By Brett Andrew Jones

It wasn’t every day that accusations of cannibalism flew around the early Jacobean court.

That’s (one reason) why I found the revised version of Mucedorus so interesting.

It hardly compares well to what we consider the heights of Shakespeare’s dramatic output but for contemporary audiences this play was a smash hit – reprinted more times than any other play of the period.

The third version was printed in 1610 as a result of a noteworthy staging. It’s cover states it was acted ‘Before the King’s Majesty at Whitehall on Shrove-Sunday night’. It came with some new lines included.

The plot is silly, but fun. The hero, Mucedorus, faces a myriad of challenges in his attempts to woo Princess Amadine. During his struggles the actors who play the allegorical figures of Comedy and Envy reappear in the midst of the action in other roles. The actor playing Comedy doubles as various comic characters but the actor playing Envy becomes much more malevolent figures. He transforms into Tremelio, a murderous army Captain and Bremio, a cannibalistic wild-man.

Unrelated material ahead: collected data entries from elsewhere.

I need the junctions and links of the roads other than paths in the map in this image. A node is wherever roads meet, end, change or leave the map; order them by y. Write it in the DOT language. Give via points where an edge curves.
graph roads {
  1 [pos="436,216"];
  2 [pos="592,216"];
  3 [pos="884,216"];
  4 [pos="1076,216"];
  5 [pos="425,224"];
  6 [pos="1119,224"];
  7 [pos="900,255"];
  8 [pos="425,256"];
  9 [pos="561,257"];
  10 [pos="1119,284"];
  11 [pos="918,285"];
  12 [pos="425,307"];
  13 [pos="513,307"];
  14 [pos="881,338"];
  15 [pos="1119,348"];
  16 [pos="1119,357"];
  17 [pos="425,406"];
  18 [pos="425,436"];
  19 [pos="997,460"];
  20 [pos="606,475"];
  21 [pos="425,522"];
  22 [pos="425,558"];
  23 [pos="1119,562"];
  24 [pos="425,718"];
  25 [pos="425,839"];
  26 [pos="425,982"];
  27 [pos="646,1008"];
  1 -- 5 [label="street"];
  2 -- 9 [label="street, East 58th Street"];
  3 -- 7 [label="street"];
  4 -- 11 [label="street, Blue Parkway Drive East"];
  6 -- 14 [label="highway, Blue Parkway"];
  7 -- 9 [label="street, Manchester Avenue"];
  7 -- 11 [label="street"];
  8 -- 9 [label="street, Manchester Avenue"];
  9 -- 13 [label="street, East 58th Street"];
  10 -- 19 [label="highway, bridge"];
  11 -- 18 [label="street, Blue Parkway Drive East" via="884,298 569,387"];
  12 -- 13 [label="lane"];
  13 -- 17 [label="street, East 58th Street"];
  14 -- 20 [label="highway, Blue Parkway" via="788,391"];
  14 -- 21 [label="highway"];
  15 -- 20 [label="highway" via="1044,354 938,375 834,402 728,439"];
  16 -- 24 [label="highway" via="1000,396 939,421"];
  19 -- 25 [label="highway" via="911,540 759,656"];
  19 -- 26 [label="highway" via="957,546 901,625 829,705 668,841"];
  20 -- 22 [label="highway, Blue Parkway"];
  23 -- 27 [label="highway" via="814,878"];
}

In the epilogue Comedy and Envy return. Comedy is victorious – the play and the romantic leads have enjoyed a happy ending. But Envy is not done yet. In the new lines, composed specially for this performance, he promises a new scheme to cause disruption.

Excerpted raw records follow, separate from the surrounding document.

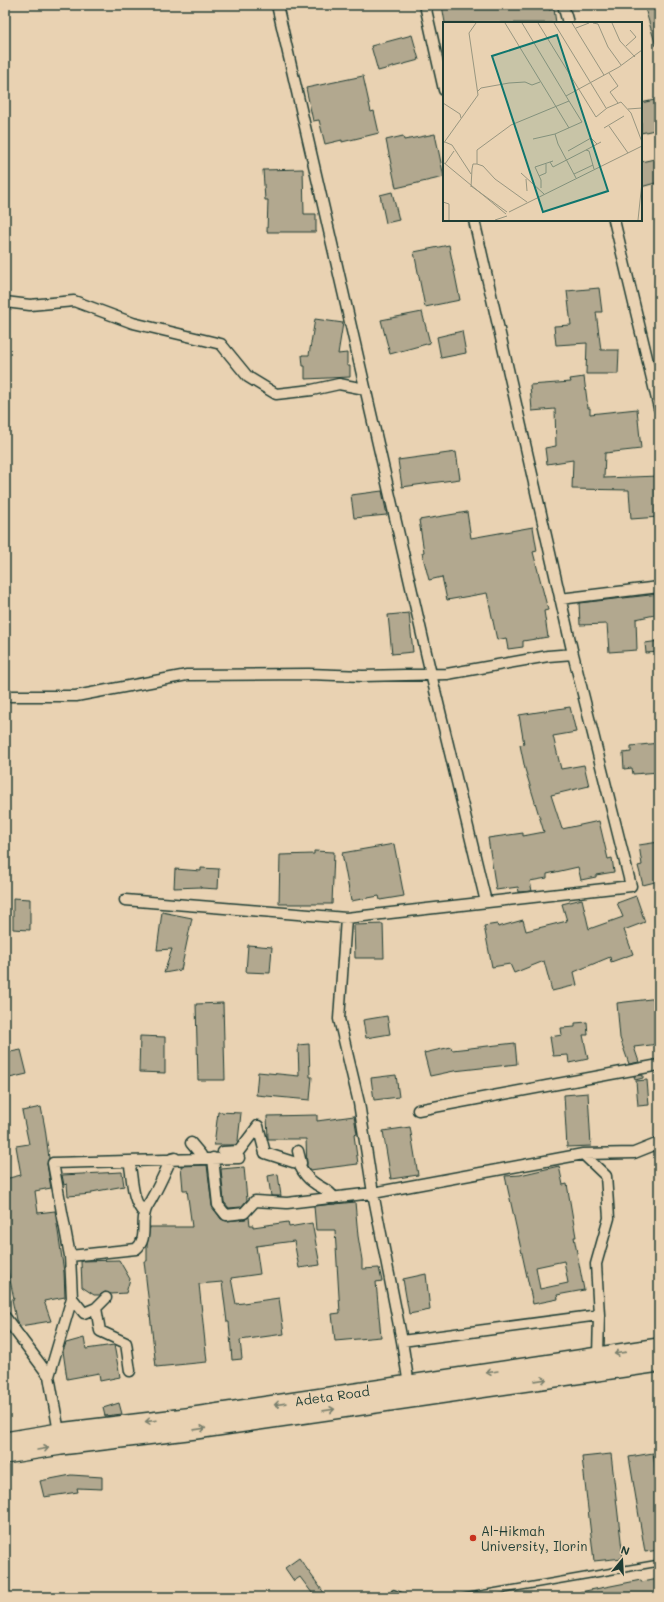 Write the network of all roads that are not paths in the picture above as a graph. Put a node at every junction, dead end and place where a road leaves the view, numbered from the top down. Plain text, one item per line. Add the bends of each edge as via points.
1 (277, 5) edge
2 (425, 5) edge
3 (563, 5) edge
4 (568, 22) edge
5 (443, 86) edge
6 (474, 221) edge
7 (614, 221) edge
8 (5, 302) edge
9 (365, 389) junction
10 (659, 408) edge
11 (659, 587) edge
12 (560, 599) junction
13 (573, 654) junction
14 (430, 674) junction
15 (5, 696) edge
16 (125, 900) dead end
17 (486, 902) junction
18 (346, 918) junction
19 (659, 1065) edge
20 (418, 1110) dead end
21 (191, 1143) dead end
22 (659, 1143) edge
23 (298, 1152) dead end
24 (583, 1154) junction
25 (201, 1155) junction
26 (213, 1158) junction
27 (239, 1158) dead end
28 (171, 1159) junction
29 (129, 1161) junction
30 (301, 1163) junction
31 (372, 1193) junction
32 (334, 1198) junction
33 (144, 1213) junction
34 (70, 1256) junction
35 (72, 1298) junction
36 (106, 1298) dead end
37 (96, 1308) junction
38 (599, 1315) junction
39 (5, 1317) edge
40 (402, 1341) junction
41 (659, 1347) edge
42 (598, 1356) junction
43 (659, 1363) edge
44 (130, 1370) dead end
45 (49, 1376) junction
46 (409, 1385) junction
47 (59, 1432) junction
48 (5, 1441) edge
49 (5, 1455) edge
50 (659, 1563) edge
51 (394, 1594) dead end
52 (404, 1597) edge
53 (464, 1597) edge

1 - 9 street
2 - 5 street
3 - 4 street
6 - 12 street
7 - 10 street
8 - 9 street via 30,305 74,301 133,323 221,344 248,377 276,394 339,384
9 - 14 street
11 - 12 street
12 - 13 street
13 - 14 street via 446,674
13 - 17 street via 632,886
14 - 15 street via 187,675 76,696
14 - 17 street
16 - 18 street
17 - 18 street
18 - 31 street via 339,1018 359,1104
19 - 20 street
21 - 25 street
22 - 24 street via 634,1153
23 - 30 street
24 - 31 street
24 - 38 street via 606,1176 609,1218 596,1264
25 - 28 street
25 - 30 street via 222,1149 239,1151 258,1126 265,1153
26 - 27 street
26 - 28 street
26 - 32 street via 218,1205 226,1215 244,1213 255,1201 287,1203
28 - 29 street
28 - 33 street
29 - 33 street via 134,1192
29 - 34 street via 53,1163
30 - 32 street via 303,1173 313,1183 332,1193
31 - 32 street
31 - 40 street
33 - 34 street via 143,1239 136,1250
34 - 35 street
35 - 37 street via 84,1313
35 - 45 street
36 - 37 street
37 - 44 street via 100,1331 126,1343
38 - 40 street
38 - 42 street
39 - 45 street
40 - 46 street
41 -> 42 main road, Adeta Road
42 -> 46 main road, Adeta Road
49 -> 43 main road, Adeta Road
45 - 47 street
46 -> 47 main road, Adeta Road via 194,1416
47 - 48 main road, Adeta Road
50 - 53 lane
51 - 52 lane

His plan is a curious one. He will encourage a ‘cannibal’ and ‘him I’ll make a poet’.

Understandably, Comedy is unclear how this plan is meant to help Envy. ‘What is that to the purpose?’ he asks.

Envy is happy to elaborate. This cannibal poet he will ‘whet on to write a comedy; Wherein shall be composed dark sentences, Pleasing to factious brains’.

Only two months earlier another play, a comedy, had been performed before the court and it had indeed been accused of stirring up trouble.

T. S. Graves, in his essay Jonson’s ‘Epicoene’ and Lady Arabella Stuart, has shown how shortly before Mucedorus was put on for King James the extremely powerful Lady Arabella had been scandalized by a performance of Ben Jonson’s Epicoene.

She believed that a reference in the play to ‘the Prince of Moldavia and his mistress’ was directed at her. A few years previously the conman Stephano Janiculo had visited the court and, in the guise of the Prince of Moldavia, he had attempted to arrange a marriage with Lady Arabella.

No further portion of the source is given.